Blind since birth, Simon started attending monthly meetings at his local chapter of the National Federation of the Blind when he was 9. The following year, he joined NFB as the youngest member of its annual Washington Seminar, a trip they make to the nation’s capital to advocate for a legislative agenda benefitting blind Americans. He’s returned every year since, including earlier this month, when he met with Congresspeople—including the district representative for his hometown of Drexel Hill, U.S. Rep. Pat Meehan—about legislation to create accessibility guidelines for postsecondary institutions, a tax credit to increase accessibility to assistive technology and a bill called the Marrakesh Treaty that would make exchange of accessible works across national copyright laws.

“Working with your representatives needs to be done by people,” he says. “If people want equality it is their duty to contribute to getting what they need. And that’s what I’m doing. It shows the senators and the congressman that blind people do care, and we do have a voice and we do care how our leaders vote.”

This year, Simon is most excited about the Marrakesh Treaty, supported last year by  former President Barack Obama, who said, “The Marrakesh Treaty lays a foundation, in a manner consistent with existing international copyright standards, for further opening up a world of knowledge for persons with print disabilities by improving their access to published works.”

“A lot of people don’t know the full potential of blind people, that we have a voice in society,” he says. “They have a very low idea of what we can do as blind people and I try to change this every day, even if I’m not talking to people that I’m walking around and meeting on the street, just that they’re taking notice of ‘Oh there’s a blind person out on the street, living their daily lives doing their thing.’”

The NFB has reported that millions of blind and print-disabled Americans are excluded from accessing 95 percent of published works. This is because often, if a blind person wants to read a certain book and another country has already translated it to braille, the person can’t access it due to international copyright laws. Instead, they must wait for the book to be brailled in English, and pay high costs for it to be reproduced in America. “It’s a really practical and needed law that needs to be passed,” Simon says.
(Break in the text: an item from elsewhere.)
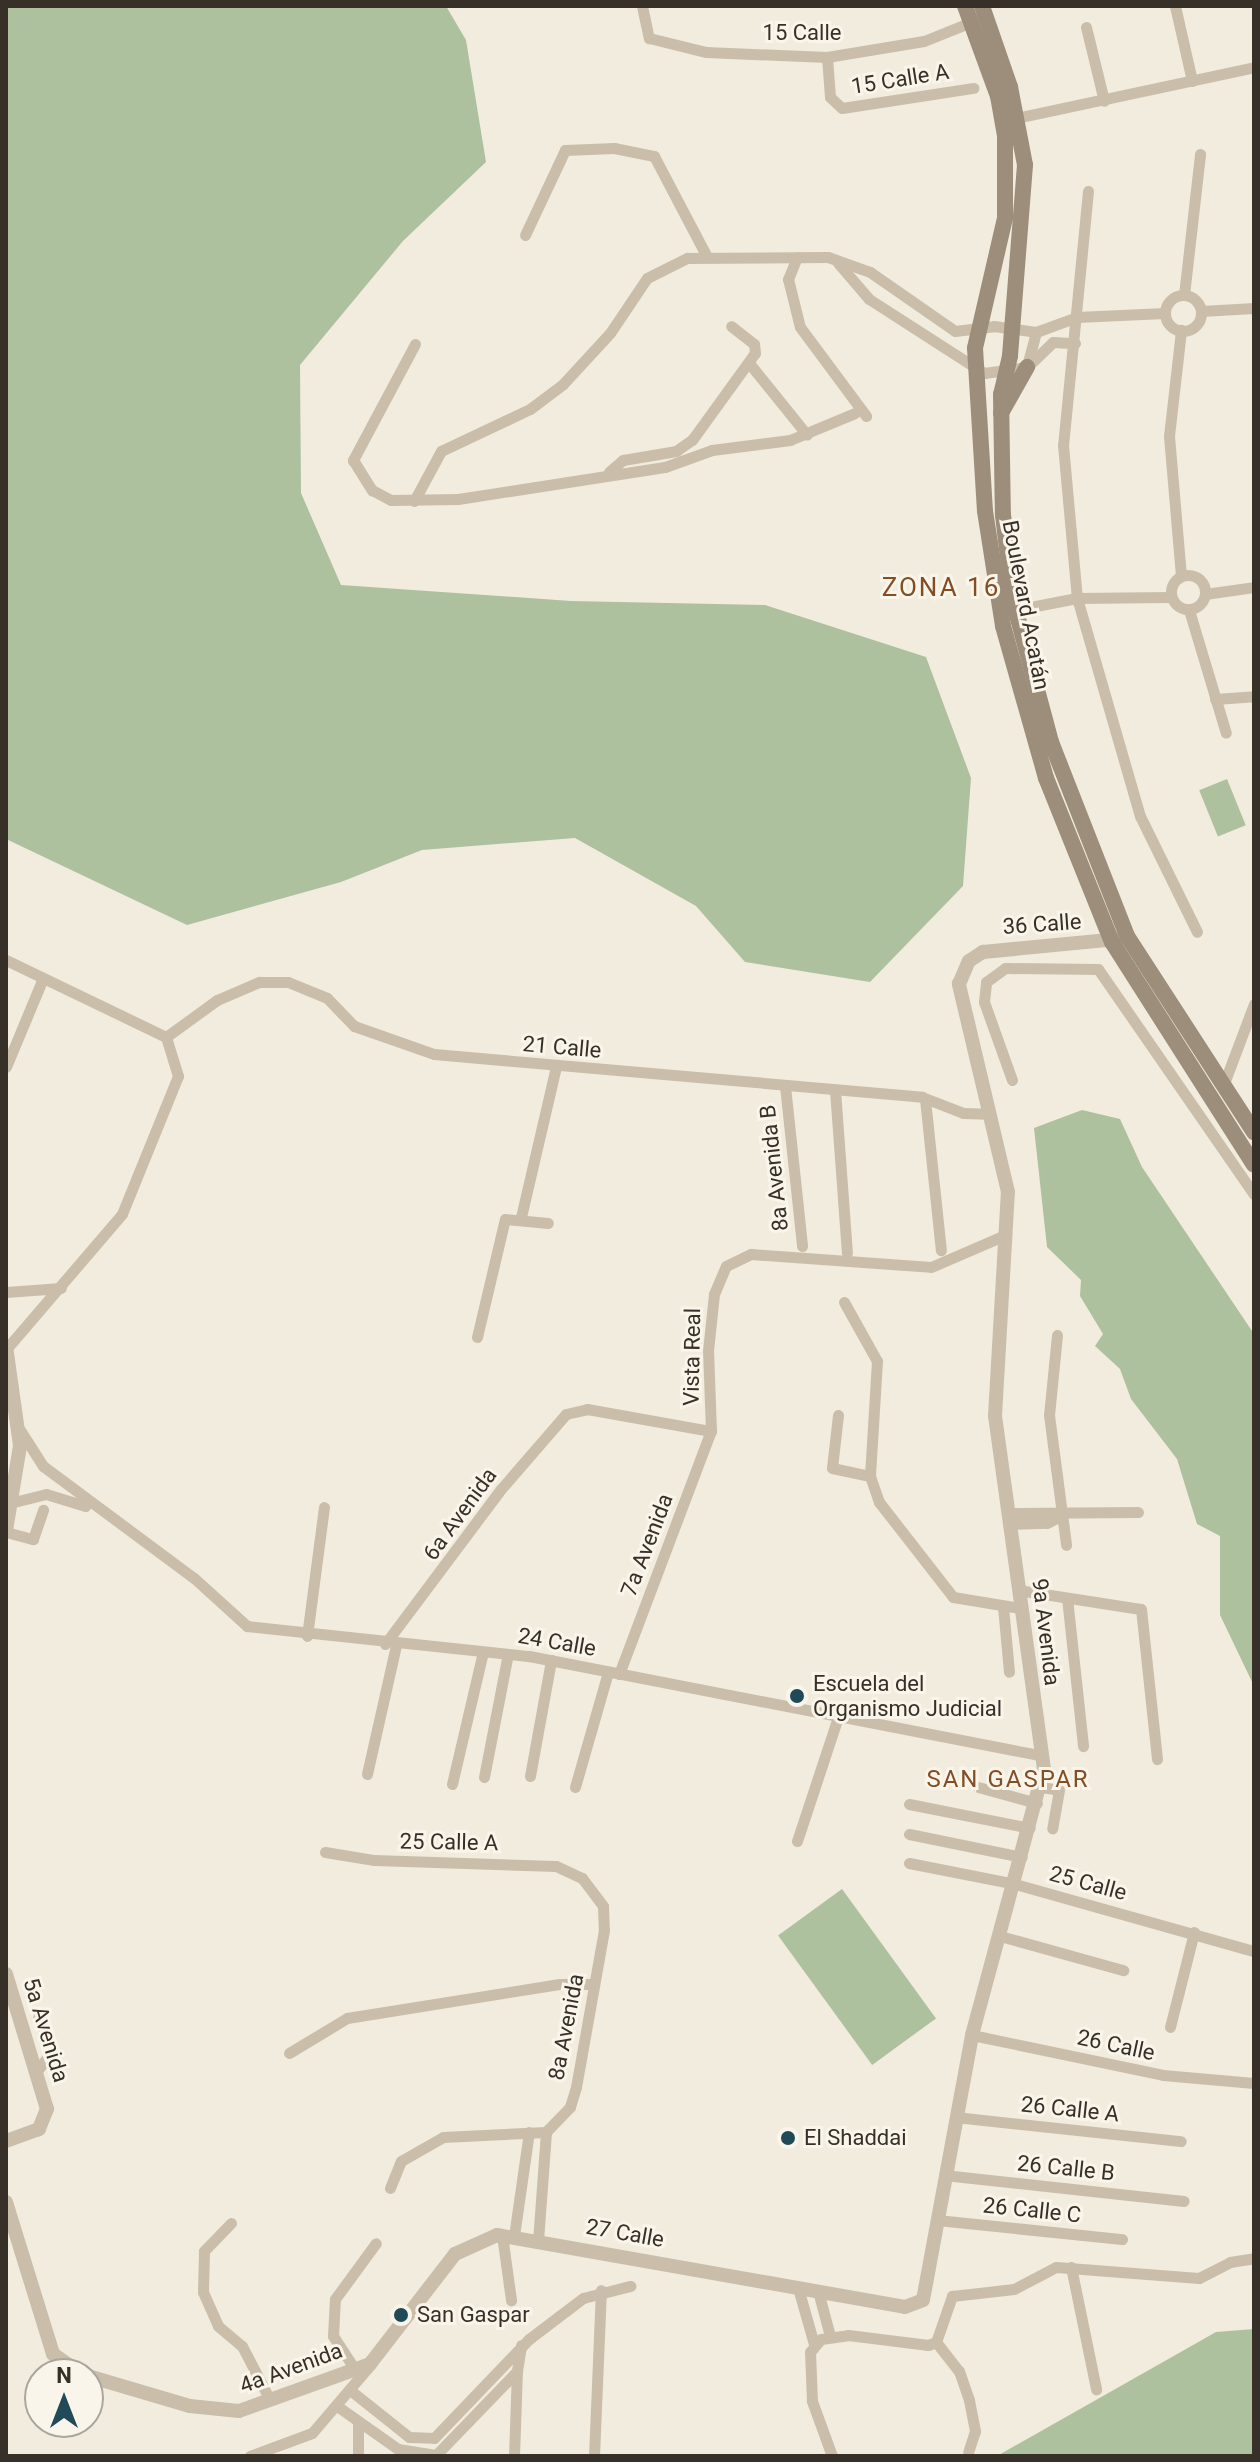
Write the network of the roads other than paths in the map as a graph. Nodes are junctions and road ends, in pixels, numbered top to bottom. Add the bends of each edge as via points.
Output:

Simon, an 8th grader at St. Lucy Day School for Children with Visual Impairments in Juniata Park, was born with retinopathy of prematurity, a condition that often causes blindness in infants due to abnormal development of retinal blood vessels in premature babies. His impairment has never stopped him much—he takes voice lessons and is always using technology like other iGeneration kids. When he heads to D.C., Simon hops on a train from 30th Street Station with his mom. “My parents have always been supportive of all the things I’ve wanted to do,” he says. “They are usually just along for the ride.”

Simon works to help other people around him realize the prospects of blind people—just by doing what he does. He says he hopes that by being in public, doing everyday activities, he raises awareness and the expectations society has for him as a person who is blind.
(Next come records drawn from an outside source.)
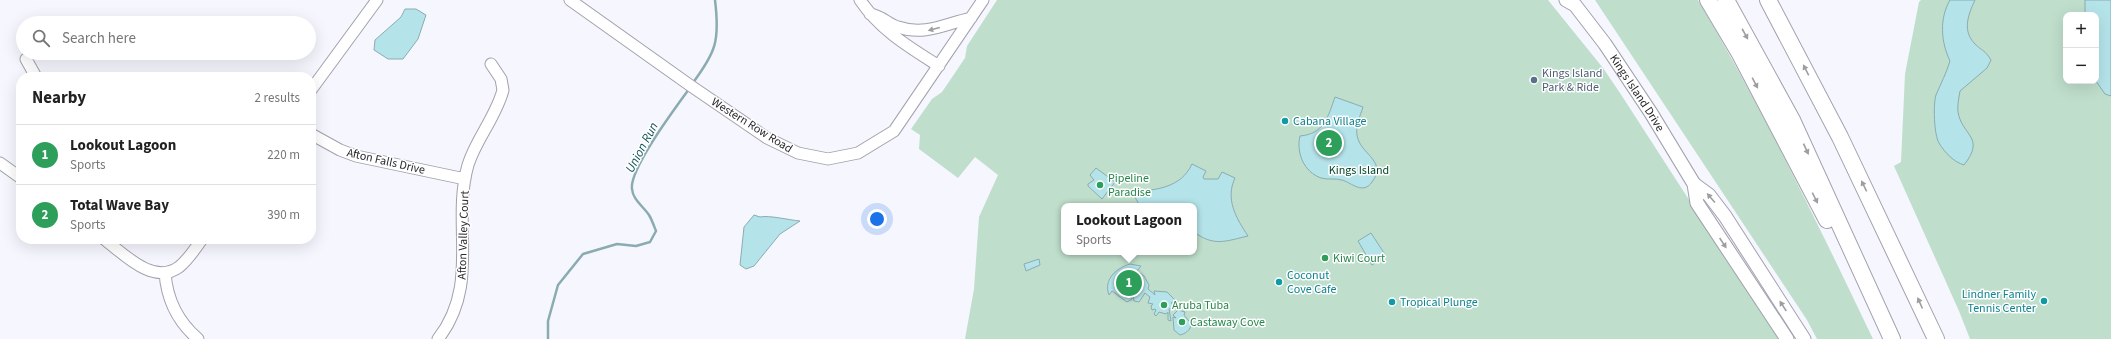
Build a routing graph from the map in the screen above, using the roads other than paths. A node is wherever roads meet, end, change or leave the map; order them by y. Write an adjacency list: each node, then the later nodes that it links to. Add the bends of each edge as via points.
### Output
1 (377, 0): 15 (street)
2 (860, 0): 9 (street)
3 (983, 0): 10 (street, Western Row Road)
4 (1708, 0): 24 (highway, one-way to 24, via 1787,142 1845,255)
5 (1726, 0): 24 (highway, one-way to 24, via 1792,120)
6 (1768, 0): 30 (highway, one-way to 6, via 1840,137)
7 (572, 1): 13 (street, Western Row Road, via 767,138 793,152 815,158 844,157 858,153 894,131)
8 (1572, 2): 20 (main road, Kings Island Drive, via 1605,44)
9 (870, 14): 10 (street, one-way to 9, via 931,31 897,27 880,16); 13 (street, via 889,33)
10 (971, 18): 13 (street, Western Row Road)
11 (27, 60): 14 (street)
12 (491, 64): 19 (street, Afton Valley Court, via 501,79 503,90 474,148)
13 (939, 66)
14 (33, 72)
15 (316, 83)
16 (316, 137): 19 (street, Afton Falls Drive, via 356,156)
17 (0, 163): 18 (street)
18 (16, 174)
19 (465, 179): 26 (street, Afton Valley Court, via 462,206 462,276 456,305)
20 (1694, 184): 27 (main road, Kings Island Drive, one-way to 27, via 1697,203); 28 (main road, Kings Island Drive, one-way to 20, via 1725,216 1709,195)
21 (111, 244): 23 (street, via 148,270)
22 (198, 244): 23 (street, via 183,264)
23 (165, 273): 25 (street, via 170,303 185,328)
24 (1865, 279): 29 (highway)
25 (198, 339)
26 (438, 339)
27 (1787, 339)
28 (1804, 339)
29 (1892, 339)
30 (1936, 339)

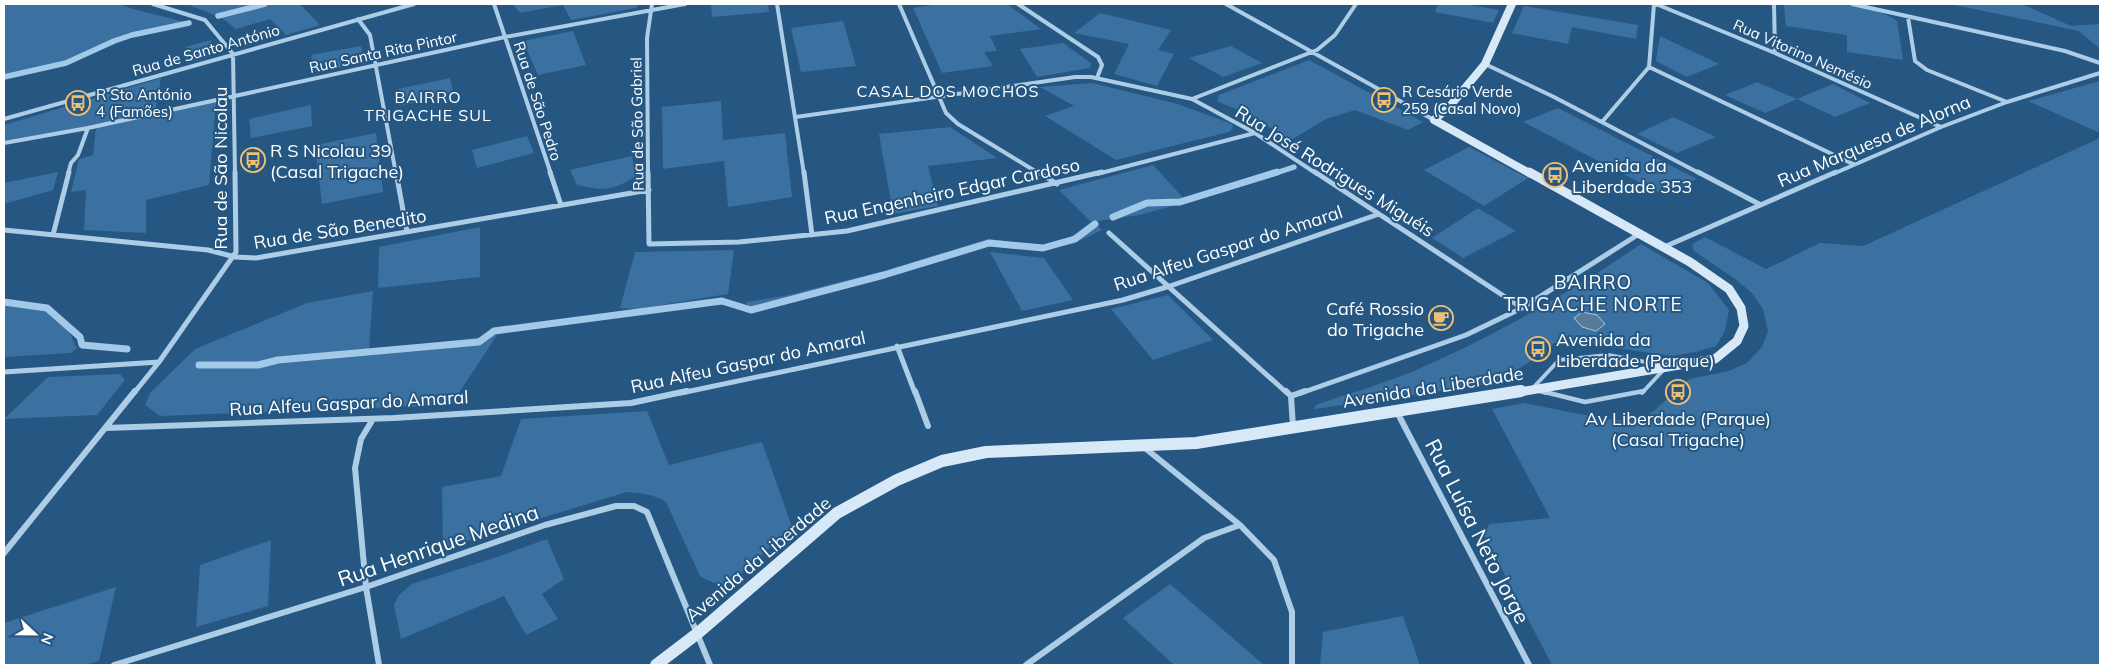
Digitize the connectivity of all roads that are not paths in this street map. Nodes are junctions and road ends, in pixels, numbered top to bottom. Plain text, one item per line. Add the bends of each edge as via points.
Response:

“A lot of people don’t know the full potential of blind people, that we have a voice in society,” he says. “They have a very low idea of what we can do as blind people and I try to change this every day, even if I’m not talking to people that I’m walking around and meeting on the street, just that they’re taking notice of ‘Oh there’s a blind person out on the street, living their daily lives doing their thing.’”
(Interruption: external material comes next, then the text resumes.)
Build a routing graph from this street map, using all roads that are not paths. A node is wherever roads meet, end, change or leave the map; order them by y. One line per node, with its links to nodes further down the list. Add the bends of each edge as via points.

Simon has been accepted to St. Joseph’s Preparatory School and Archbishop John Carroll High School, and will be deciding shortly which school he’ll be attending next year. But he’s set on his future career: He wants to work at Apple to help the advancement of accessible technology.

“They’re the company that’s the most dedicated to accessibility on their products and they’ve always been a company that is a lead supporter of inclusiveness for all,” he says. “People have put low expectations for me and my future and I plan to crush those people who say I can’t do things and I can’t accomplish what I want to accomplish.”